* TASK PROMPT:
State the number of lines in these records that include the string "Camden", and say nothing more.

──────── THE DATA ────────

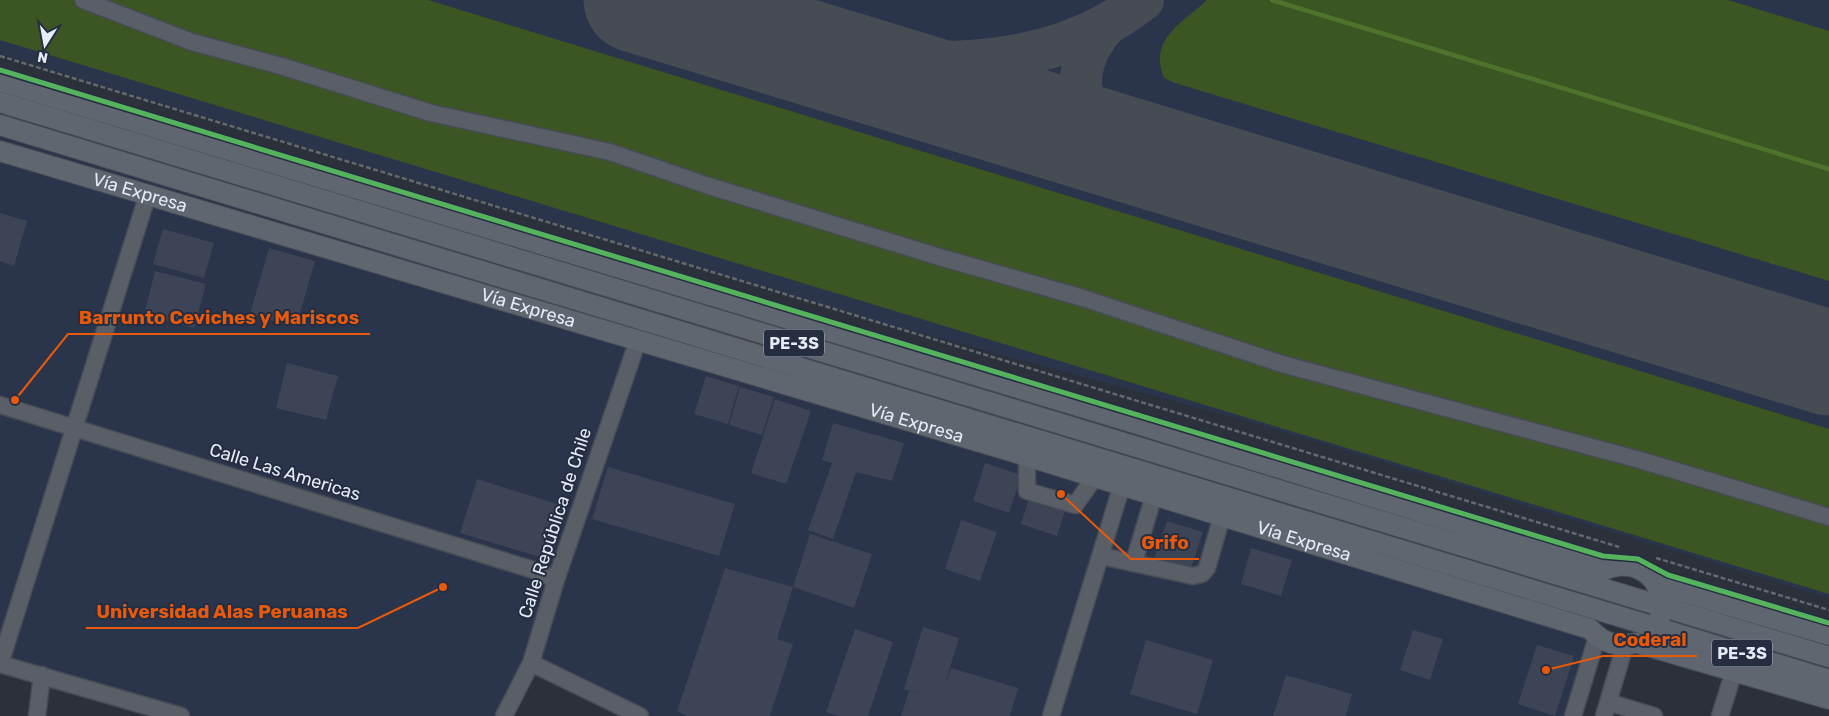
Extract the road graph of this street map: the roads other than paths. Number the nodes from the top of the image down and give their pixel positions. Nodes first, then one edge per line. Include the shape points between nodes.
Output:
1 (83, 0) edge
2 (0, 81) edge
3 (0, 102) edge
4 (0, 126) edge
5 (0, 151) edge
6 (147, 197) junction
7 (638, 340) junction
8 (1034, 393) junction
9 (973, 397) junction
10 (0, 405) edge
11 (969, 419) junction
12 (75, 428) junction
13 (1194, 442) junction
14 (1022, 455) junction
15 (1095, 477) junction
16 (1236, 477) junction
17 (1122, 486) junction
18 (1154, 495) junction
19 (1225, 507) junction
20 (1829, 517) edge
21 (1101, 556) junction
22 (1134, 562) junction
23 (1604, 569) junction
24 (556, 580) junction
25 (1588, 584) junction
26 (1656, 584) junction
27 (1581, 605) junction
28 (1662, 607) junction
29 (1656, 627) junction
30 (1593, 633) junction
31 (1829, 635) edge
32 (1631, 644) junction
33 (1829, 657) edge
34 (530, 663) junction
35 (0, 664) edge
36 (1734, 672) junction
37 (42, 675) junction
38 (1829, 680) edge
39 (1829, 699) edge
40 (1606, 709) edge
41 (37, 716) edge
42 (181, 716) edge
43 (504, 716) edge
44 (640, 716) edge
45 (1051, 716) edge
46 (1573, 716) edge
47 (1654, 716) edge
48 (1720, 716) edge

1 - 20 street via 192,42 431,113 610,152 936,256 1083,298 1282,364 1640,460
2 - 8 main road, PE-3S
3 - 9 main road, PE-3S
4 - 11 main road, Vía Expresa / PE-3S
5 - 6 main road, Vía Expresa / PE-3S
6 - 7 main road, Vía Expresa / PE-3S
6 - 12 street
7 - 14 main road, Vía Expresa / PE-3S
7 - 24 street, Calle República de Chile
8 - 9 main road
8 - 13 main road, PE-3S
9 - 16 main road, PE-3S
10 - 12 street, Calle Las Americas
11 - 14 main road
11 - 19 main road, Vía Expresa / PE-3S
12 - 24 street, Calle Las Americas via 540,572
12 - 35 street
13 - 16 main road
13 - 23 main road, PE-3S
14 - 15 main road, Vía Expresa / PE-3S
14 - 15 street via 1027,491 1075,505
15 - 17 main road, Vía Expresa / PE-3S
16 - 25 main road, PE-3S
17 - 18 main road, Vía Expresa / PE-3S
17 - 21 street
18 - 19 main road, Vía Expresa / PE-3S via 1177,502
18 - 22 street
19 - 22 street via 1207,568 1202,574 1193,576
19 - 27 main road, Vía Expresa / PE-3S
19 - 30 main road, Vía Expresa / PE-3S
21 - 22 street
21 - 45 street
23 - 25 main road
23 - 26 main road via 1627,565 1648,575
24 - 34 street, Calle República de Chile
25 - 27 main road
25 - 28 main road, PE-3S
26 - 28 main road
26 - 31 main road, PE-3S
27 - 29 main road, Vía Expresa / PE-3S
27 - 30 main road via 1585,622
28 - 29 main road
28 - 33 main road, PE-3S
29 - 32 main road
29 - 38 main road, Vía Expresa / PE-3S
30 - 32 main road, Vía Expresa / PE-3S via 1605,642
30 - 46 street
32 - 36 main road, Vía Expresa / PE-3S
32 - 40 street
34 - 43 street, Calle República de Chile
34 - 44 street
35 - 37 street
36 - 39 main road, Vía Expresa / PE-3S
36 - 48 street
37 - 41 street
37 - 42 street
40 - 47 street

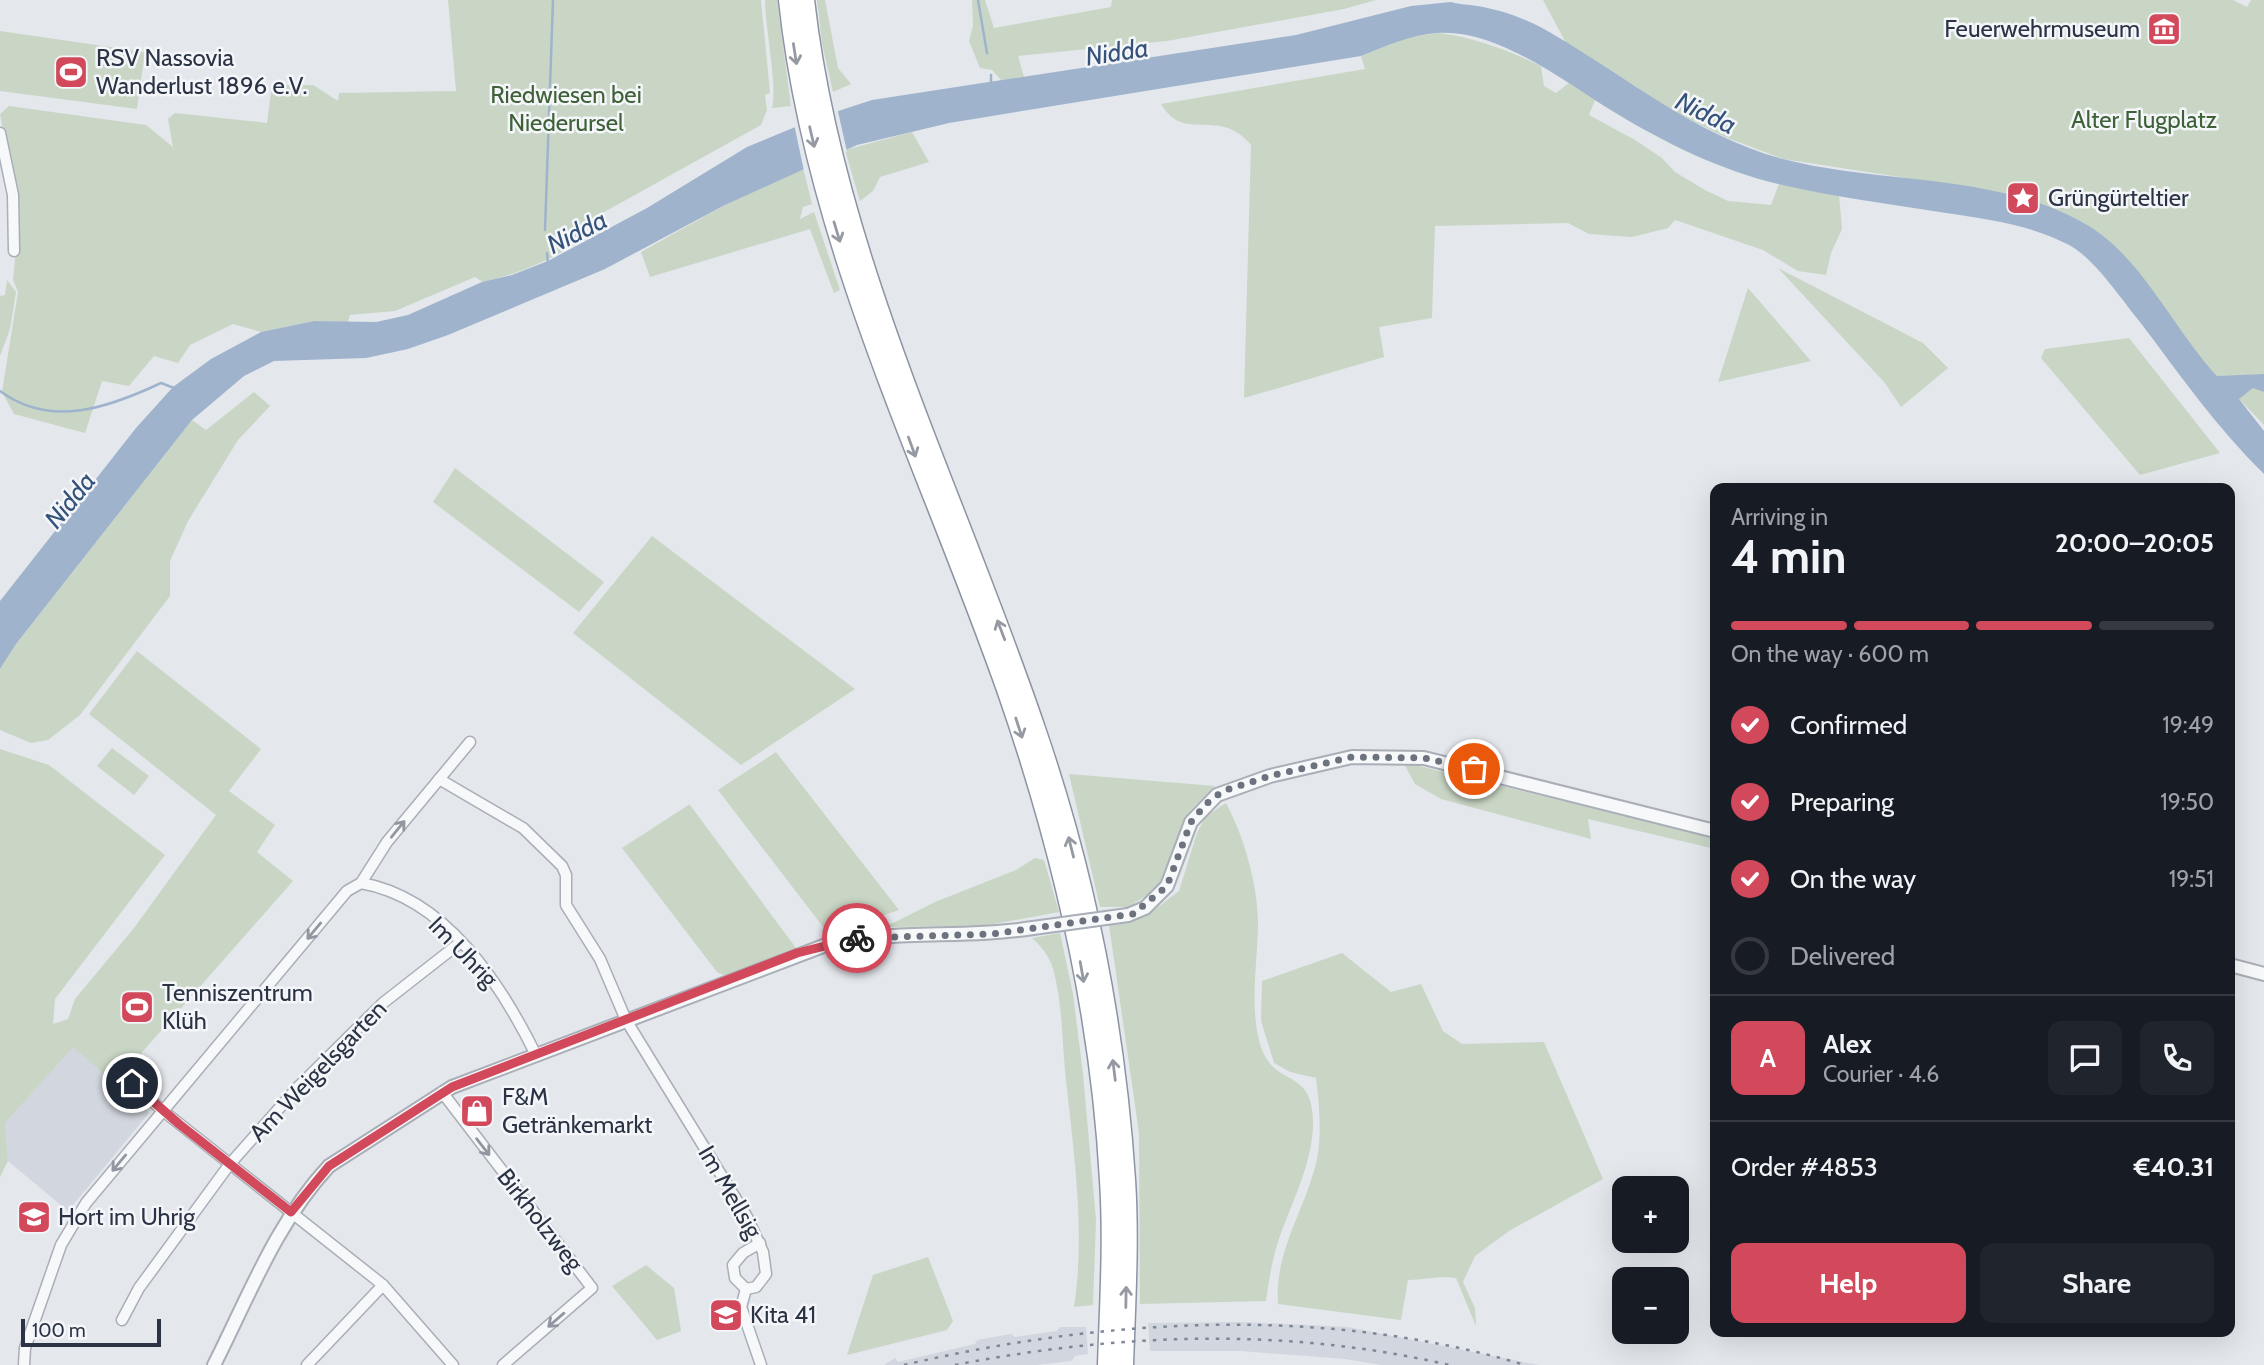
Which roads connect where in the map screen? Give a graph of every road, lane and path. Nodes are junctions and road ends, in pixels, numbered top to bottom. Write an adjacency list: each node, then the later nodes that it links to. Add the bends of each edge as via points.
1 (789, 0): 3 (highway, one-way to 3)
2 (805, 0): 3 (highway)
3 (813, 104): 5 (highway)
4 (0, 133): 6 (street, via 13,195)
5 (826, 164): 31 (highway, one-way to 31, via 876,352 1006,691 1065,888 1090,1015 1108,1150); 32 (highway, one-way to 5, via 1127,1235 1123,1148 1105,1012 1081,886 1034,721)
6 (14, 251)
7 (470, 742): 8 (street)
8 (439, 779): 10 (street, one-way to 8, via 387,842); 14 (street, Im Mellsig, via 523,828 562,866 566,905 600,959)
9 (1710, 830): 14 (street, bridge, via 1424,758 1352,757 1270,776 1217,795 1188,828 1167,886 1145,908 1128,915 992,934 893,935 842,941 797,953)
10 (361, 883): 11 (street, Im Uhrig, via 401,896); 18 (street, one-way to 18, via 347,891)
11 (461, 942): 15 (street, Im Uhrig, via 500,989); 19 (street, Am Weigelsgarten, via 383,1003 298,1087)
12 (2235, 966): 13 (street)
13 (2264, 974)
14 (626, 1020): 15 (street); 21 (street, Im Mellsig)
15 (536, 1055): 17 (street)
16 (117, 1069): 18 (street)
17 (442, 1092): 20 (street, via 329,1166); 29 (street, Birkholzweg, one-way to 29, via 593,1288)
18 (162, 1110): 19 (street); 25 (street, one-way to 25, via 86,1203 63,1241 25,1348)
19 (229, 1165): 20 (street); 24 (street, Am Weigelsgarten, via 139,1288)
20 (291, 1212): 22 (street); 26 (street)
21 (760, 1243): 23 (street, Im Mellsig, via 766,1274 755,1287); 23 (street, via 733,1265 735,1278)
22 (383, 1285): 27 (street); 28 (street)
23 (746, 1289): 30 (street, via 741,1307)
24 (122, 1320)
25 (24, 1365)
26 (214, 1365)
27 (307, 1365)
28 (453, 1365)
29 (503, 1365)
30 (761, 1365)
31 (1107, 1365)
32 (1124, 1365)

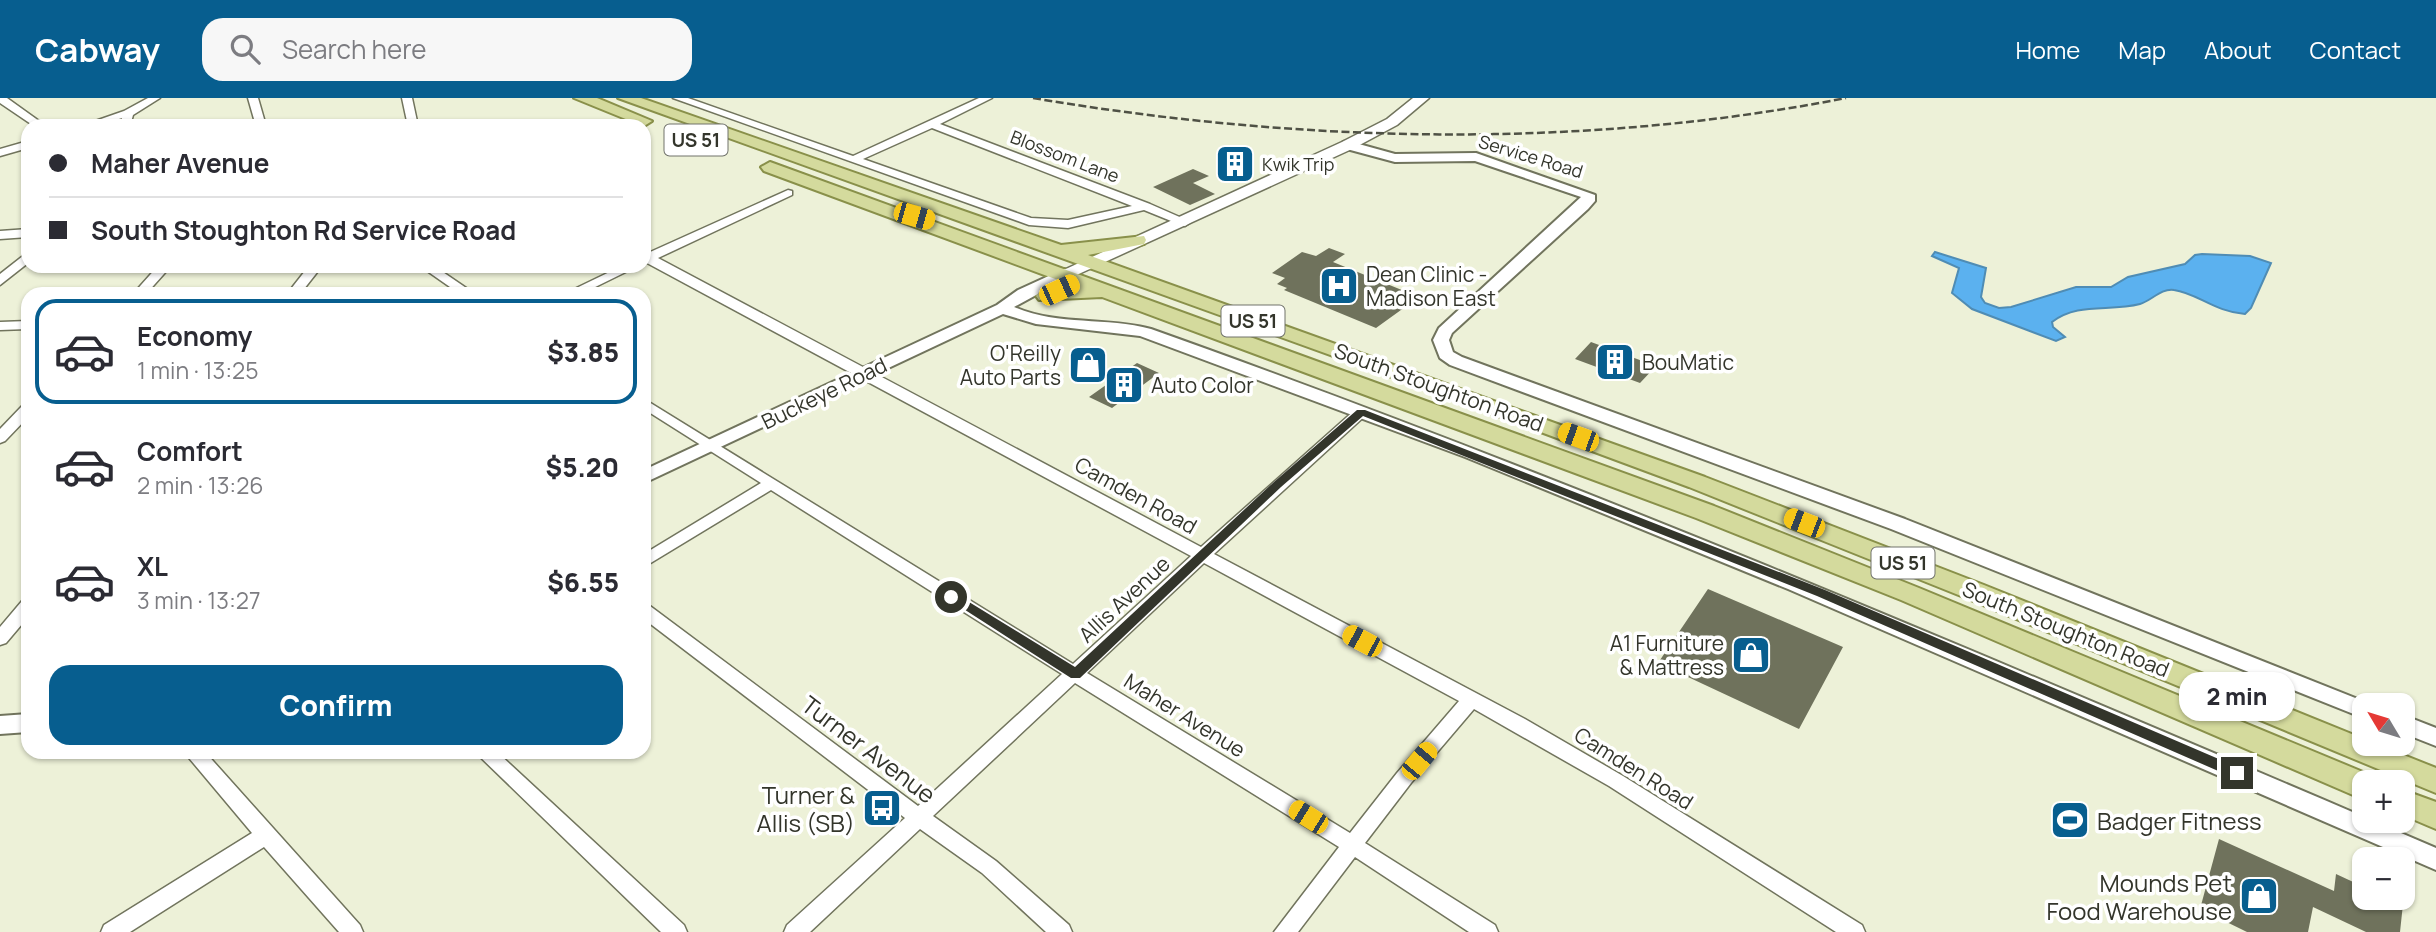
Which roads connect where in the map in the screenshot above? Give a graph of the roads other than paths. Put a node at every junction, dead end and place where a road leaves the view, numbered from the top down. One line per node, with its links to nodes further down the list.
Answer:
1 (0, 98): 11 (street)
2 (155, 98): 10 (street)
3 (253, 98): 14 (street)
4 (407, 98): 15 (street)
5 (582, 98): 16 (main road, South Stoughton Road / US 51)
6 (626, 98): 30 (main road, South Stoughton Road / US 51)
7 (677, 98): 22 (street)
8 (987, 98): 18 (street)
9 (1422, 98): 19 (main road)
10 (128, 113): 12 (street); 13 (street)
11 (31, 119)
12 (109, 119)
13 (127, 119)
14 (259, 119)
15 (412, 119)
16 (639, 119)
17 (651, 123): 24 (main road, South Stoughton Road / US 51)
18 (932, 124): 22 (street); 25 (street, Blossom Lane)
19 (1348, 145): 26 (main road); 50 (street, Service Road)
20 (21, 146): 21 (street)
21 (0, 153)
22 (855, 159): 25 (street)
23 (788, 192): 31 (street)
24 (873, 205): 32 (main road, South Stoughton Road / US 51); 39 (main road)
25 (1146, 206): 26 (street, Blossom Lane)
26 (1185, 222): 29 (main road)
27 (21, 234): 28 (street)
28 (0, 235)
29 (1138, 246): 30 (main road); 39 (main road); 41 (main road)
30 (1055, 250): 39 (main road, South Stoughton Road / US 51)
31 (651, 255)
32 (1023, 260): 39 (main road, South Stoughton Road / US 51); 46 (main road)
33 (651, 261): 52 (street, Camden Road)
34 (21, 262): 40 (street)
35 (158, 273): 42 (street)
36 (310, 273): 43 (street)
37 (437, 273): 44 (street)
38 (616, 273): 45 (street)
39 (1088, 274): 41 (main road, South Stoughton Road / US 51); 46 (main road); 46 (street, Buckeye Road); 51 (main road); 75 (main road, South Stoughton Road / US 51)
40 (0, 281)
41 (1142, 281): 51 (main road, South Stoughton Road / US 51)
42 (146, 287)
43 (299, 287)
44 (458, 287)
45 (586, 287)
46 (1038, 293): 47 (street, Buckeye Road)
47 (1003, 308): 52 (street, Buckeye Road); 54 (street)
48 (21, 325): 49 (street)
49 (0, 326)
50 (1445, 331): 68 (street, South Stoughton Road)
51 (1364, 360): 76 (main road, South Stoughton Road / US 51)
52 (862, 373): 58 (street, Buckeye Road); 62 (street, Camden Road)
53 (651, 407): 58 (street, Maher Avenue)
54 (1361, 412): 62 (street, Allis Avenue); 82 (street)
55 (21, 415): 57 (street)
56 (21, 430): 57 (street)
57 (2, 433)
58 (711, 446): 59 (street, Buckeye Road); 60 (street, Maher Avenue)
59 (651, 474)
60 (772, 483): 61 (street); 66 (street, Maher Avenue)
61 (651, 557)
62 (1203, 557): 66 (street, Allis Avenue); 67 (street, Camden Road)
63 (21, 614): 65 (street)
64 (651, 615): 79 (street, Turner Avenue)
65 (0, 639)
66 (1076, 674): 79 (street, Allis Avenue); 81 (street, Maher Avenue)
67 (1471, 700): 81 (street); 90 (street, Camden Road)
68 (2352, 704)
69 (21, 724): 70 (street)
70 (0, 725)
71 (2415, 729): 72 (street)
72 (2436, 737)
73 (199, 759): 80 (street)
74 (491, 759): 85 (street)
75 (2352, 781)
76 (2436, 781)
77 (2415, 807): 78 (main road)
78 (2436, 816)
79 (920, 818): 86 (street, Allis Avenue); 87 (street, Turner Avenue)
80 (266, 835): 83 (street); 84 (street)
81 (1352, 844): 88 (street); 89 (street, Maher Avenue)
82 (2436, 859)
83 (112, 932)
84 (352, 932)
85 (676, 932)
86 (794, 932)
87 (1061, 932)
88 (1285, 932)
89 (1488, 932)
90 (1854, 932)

────────

* OUTPUT OF THE TASK:
4